• [Task prompt]
Output the material exactly, with every line intact.

• [Data extracts]
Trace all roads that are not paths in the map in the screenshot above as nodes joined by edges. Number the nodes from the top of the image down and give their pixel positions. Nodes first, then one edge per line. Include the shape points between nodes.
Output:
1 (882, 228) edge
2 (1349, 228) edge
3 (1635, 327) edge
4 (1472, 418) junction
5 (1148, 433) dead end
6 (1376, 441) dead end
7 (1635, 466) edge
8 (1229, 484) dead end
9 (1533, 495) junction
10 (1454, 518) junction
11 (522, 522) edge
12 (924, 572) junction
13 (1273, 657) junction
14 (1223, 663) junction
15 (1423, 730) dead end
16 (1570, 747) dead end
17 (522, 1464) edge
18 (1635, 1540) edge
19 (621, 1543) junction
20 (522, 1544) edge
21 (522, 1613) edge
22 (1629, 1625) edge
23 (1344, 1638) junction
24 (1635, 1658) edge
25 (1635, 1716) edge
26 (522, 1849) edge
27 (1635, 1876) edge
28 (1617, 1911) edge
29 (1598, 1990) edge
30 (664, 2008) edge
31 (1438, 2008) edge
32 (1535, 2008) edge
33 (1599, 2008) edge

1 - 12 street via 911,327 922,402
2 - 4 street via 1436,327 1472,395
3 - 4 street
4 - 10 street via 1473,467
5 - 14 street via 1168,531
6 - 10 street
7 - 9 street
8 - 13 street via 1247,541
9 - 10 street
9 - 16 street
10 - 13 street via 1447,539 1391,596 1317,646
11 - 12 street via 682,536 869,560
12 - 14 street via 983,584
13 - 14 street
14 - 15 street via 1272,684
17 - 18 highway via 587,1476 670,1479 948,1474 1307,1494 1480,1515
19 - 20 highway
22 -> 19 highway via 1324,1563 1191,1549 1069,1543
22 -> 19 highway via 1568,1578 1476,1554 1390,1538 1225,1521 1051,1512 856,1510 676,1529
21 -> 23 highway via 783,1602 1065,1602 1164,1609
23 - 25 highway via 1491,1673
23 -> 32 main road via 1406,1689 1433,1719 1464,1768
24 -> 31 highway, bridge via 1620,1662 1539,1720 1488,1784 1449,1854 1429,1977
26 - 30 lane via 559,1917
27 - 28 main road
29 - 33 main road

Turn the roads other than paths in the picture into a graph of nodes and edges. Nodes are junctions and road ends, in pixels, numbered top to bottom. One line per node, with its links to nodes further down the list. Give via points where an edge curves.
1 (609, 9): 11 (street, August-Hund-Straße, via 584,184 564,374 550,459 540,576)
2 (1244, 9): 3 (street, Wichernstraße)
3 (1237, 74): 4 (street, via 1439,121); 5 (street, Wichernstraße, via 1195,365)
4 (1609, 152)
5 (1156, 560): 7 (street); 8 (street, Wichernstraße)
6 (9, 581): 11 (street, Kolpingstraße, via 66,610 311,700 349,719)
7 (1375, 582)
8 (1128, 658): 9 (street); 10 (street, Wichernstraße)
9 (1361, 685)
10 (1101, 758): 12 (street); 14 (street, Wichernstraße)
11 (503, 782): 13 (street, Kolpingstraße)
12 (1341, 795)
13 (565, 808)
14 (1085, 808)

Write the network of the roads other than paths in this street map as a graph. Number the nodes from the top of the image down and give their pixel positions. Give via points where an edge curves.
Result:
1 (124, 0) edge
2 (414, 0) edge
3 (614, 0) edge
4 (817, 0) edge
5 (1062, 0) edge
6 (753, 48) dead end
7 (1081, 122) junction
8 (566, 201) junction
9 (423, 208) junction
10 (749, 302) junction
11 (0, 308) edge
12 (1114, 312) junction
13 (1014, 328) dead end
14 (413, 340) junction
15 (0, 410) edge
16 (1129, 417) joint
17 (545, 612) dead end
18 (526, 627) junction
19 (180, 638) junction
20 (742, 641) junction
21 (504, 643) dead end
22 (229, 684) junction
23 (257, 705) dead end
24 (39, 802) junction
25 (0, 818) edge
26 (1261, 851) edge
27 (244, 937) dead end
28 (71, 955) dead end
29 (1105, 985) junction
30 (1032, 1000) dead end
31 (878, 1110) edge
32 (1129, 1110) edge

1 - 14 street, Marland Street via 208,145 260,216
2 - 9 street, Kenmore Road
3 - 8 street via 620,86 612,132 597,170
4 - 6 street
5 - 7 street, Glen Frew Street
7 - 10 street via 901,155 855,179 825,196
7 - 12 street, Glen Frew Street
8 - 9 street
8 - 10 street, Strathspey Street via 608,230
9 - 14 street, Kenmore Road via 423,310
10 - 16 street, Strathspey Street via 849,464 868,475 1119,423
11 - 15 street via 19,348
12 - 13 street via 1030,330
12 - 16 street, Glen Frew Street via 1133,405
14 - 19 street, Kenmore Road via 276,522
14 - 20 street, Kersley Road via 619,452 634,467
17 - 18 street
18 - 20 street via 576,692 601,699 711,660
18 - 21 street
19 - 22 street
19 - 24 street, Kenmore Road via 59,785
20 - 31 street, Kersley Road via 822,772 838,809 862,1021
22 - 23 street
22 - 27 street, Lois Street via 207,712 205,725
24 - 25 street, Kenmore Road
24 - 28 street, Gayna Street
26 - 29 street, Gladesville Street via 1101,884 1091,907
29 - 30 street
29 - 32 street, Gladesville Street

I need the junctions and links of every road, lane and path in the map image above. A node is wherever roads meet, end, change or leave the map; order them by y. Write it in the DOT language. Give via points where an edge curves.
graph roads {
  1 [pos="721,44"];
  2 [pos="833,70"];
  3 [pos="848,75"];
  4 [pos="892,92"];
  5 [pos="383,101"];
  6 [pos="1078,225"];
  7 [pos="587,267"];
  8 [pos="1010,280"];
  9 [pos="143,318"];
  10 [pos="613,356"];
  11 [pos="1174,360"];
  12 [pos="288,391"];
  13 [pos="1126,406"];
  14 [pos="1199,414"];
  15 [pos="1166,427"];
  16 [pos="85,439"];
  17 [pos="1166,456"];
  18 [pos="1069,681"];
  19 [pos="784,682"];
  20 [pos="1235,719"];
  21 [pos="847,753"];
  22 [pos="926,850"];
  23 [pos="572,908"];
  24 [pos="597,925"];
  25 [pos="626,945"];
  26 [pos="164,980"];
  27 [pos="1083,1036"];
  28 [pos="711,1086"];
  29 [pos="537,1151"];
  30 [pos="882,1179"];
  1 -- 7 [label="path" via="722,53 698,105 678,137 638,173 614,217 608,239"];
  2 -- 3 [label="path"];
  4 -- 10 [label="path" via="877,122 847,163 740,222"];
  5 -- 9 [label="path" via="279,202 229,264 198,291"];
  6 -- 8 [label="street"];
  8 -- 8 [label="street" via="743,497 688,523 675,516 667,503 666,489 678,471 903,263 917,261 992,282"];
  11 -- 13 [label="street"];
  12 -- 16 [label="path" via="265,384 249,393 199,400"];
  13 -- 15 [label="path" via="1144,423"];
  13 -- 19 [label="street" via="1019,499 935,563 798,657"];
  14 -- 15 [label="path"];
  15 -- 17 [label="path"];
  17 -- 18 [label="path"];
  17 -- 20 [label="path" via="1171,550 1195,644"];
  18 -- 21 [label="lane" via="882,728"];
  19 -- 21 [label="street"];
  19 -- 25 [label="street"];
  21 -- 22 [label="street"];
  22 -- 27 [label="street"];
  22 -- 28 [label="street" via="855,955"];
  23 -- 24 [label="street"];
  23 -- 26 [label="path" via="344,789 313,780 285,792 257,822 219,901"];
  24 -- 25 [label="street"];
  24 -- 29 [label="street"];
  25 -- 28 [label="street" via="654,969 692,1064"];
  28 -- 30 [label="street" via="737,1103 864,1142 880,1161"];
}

• [Output of the task]
Trace all roads that are not paths in the map in the screenshot above as nodes joined by edges. Number the nodes from the top of the image down and give their pixel positions. Nodes first, then one edge per line. Include the shape points between nodes.
Output:
1 (882, 228) edge
2 (1349, 228) edge
3 (1635, 327) edge
4 (1472, 418) junction
5 (1148, 433) dead end
6 (1376, 441) dead end
7 (1635, 466) edge
8 (1229, 484) dead end
9 (1533, 495) junction
10 (1454, 518) junction
11 (522, 522) edge
12 (924, 572) junction
13 (1273, 657) junction
14 (1223, 663) junction
15 (1423, 730) dead end
16 (1570, 747) dead end
17 (522, 1464) edge
18 (1635, 1540) edge
19 (621, 1543) junction
20 (522, 1544) edge
21 (522, 1613) edge
22 (1629, 1625) edge
23 (1344, 1638) junction
24 (1635, 1658) edge
25 (1635, 1716) edge
26 (522, 1849) edge
27 (1635, 1876) edge
28 (1617, 1911) edge
29 (1598, 1990) edge
30 (664, 2008) edge
31 (1438, 2008) edge
32 (1535, 2008) edge
33 (1599, 2008) edge

1 - 12 street via 911,327 922,402
2 - 4 street via 1436,327 1472,395
3 - 4 street
4 - 10 street via 1473,467
5 - 14 street via 1168,531
6 - 10 street
7 - 9 street
8 - 13 street via 1247,541
9 - 10 street
9 - 16 street
10 - 13 street via 1447,539 1391,596 1317,646
11 - 12 street via 682,536 869,560
12 - 14 street via 983,584
13 - 14 street
14 - 15 street via 1272,684
17 - 18 highway via 587,1476 670,1479 948,1474 1307,1494 1480,1515
19 - 20 highway
22 -> 19 highway via 1324,1563 1191,1549 1069,1543
22 -> 19 highway via 1568,1578 1476,1554 1390,1538 1225,1521 1051,1512 856,1510 676,1529
21 -> 23 highway via 783,1602 1065,1602 1164,1609
23 - 25 highway via 1491,1673
23 -> 32 main road via 1406,1689 1433,1719 1464,1768
24 -> 31 highway, bridge via 1620,1662 1539,1720 1488,1784 1449,1854 1429,1977
26 - 30 lane via 559,1917
27 - 28 main road
29 - 33 main road

Turn the roads other than paths in the picture into a graph of nodes and edges. Nodes are junctions and road ends, in pixels, numbered top to bottom. One line per node, with its links to nodes further down the list. Give via points where an edge curves.
1 (609, 9): 11 (street, August-Hund-Straße, via 584,184 564,374 550,459 540,576)
2 (1244, 9): 3 (street, Wichernstraße)
3 (1237, 74): 4 (street, via 1439,121); 5 (street, Wichernstraße, via 1195,365)
4 (1609, 152)
5 (1156, 560): 7 (street); 8 (street, Wichernstraße)
6 (9, 581): 11 (street, Kolpingstraße, via 66,610 311,700 349,719)
7 (1375, 582)
8 (1128, 658): 9 (street); 10 (street, Wichernstraße)
9 (1361, 685)
10 (1101, 758): 12 (street); 14 (street, Wichernstraße)
11 (503, 782): 13 (street, Kolpingstraße)
12 (1341, 795)
13 (565, 808)
14 (1085, 808)

Write the network of the roads other than paths in this street map as a graph. Number the nodes from the top of the image down and give their pixel positions. Give via points where an edge curves.
Result:
1 (124, 0) edge
2 (414, 0) edge
3 (614, 0) edge
4 (817, 0) edge
5 (1062, 0) edge
6 (753, 48) dead end
7 (1081, 122) junction
8 (566, 201) junction
9 (423, 208) junction
10 (749, 302) junction
11 (0, 308) edge
12 (1114, 312) junction
13 (1014, 328) dead end
14 (413, 340) junction
15 (0, 410) edge
16 (1129, 417) joint
17 (545, 612) dead end
18 (526, 627) junction
19 (180, 638) junction
20 (742, 641) junction
21 (504, 643) dead end
22 (229, 684) junction
23 (257, 705) dead end
24 (39, 802) junction
25 (0, 818) edge
26 (1261, 851) edge
27 (244, 937) dead end
28 (71, 955) dead end
29 (1105, 985) junction
30 (1032, 1000) dead end
31 (878, 1110) edge
32 (1129, 1110) edge

1 - 14 street, Marland Street via 208,145 260,216
2 - 9 street, Kenmore Road
3 - 8 street via 620,86 612,132 597,170
4 - 6 street
5 - 7 street, Glen Frew Street
7 - 10 street via 901,155 855,179 825,196
7 - 12 street, Glen Frew Street
8 - 9 street
8 - 10 street, Strathspey Street via 608,230
9 - 14 street, Kenmore Road via 423,310
10 - 16 street, Strathspey Street via 849,464 868,475 1119,423
11 - 15 street via 19,348
12 - 13 street via 1030,330
12 - 16 street, Glen Frew Street via 1133,405
14 - 19 street, Kenmore Road via 276,522
14 - 20 street, Kersley Road via 619,452 634,467
17 - 18 street
18 - 20 street via 576,692 601,699 711,660
18 - 21 street
19 - 22 street
19 - 24 street, Kenmore Road via 59,785
20 - 31 street, Kersley Road via 822,772 838,809 862,1021
22 - 23 street
22 - 27 street, Lois Street via 207,712 205,725
24 - 25 street, Kenmore Road
24 - 28 street, Gayna Street
26 - 29 street, Gladesville Street via 1101,884 1091,907
29 - 30 street
29 - 32 street, Gladesville Street

I need the junctions and links of every road, lane and path in the map image above. A node is wherever roads meet, end, change or leave the map; order them by y. Write it in the DOT language. Give via points where an edge curves.
graph roads {
  1 [pos="721,44"];
  2 [pos="833,70"];
  3 [pos="848,75"];
  4 [pos="892,92"];
  5 [pos="383,101"];
  6 [pos="1078,225"];
  7 [pos="587,267"];
  8 [pos="1010,280"];
  9 [pos="143,318"];
  10 [pos="613,356"];
  11 [pos="1174,360"];
  12 [pos="288,391"];
  13 [pos="1126,406"];
  14 [pos="1199,414"];
  15 [pos="1166,427"];
  16 [pos="85,439"];
  17 [pos="1166,456"];
  18 [pos="1069,681"];
  19 [pos="784,682"];
  20 [pos="1235,719"];
  21 [pos="847,753"];
  22 [pos="926,850"];
  23 [pos="572,908"];
  24 [pos="597,925"];
  25 [pos="626,945"];
  26 [pos="164,980"];
  27 [pos="1083,1036"];
  28 [pos="711,1086"];
  29 [pos="537,1151"];
  30 [pos="882,1179"];
  1 -- 7 [label="path" via="722,53 698,105 678,137 638,173 614,217 608,239"];
  2 -- 3 [label="path"];
  4 -- 10 [label="path" via="877,122 847,163 740,222"];
  5 -- 9 [label="path" via="279,202 229,264 198,291"];
  6 -- 8 [label="street"];
  8 -- 8 [label="street" via="743,497 688,523 675,516 667,503 666,489 678,471 903,263 917,261 992,282"];
  11 -- 13 [label="street"];
  12 -- 16 [label="path" via="265,384 249,393 199,400"];
  13 -- 15 [label="path" via="1144,423"];
  13 -- 19 [label="street" via="1019,499 935,563 798,657"];
  14 -- 15 [label="path"];
  15 -- 17 [label="path"];
  17 -- 18 [label="path"];
  17 -- 20 [label="path" via="1171,550 1195,644"];
  18 -- 21 [label="lane" via="882,728"];
  19 -- 21 [label="street"];
  19 -- 25 [label="street"];
  21 -- 22 [label="street"];
  22 -- 27 [label="street"];
  22 -- 28 [label="street" via="855,955"];
  23 -- 24 [label="street"];
  23 -- 26 [label="path" via="344,789 313,780 285,792 257,822 219,901"];
  24 -- 25 [label="street"];
  24 -- 29 [label="street"];
  25 -- 28 [label="street" via="654,969 692,1064"];
  28 -- 30 [label="street" via="737,1103 864,1142 880,1161"];
}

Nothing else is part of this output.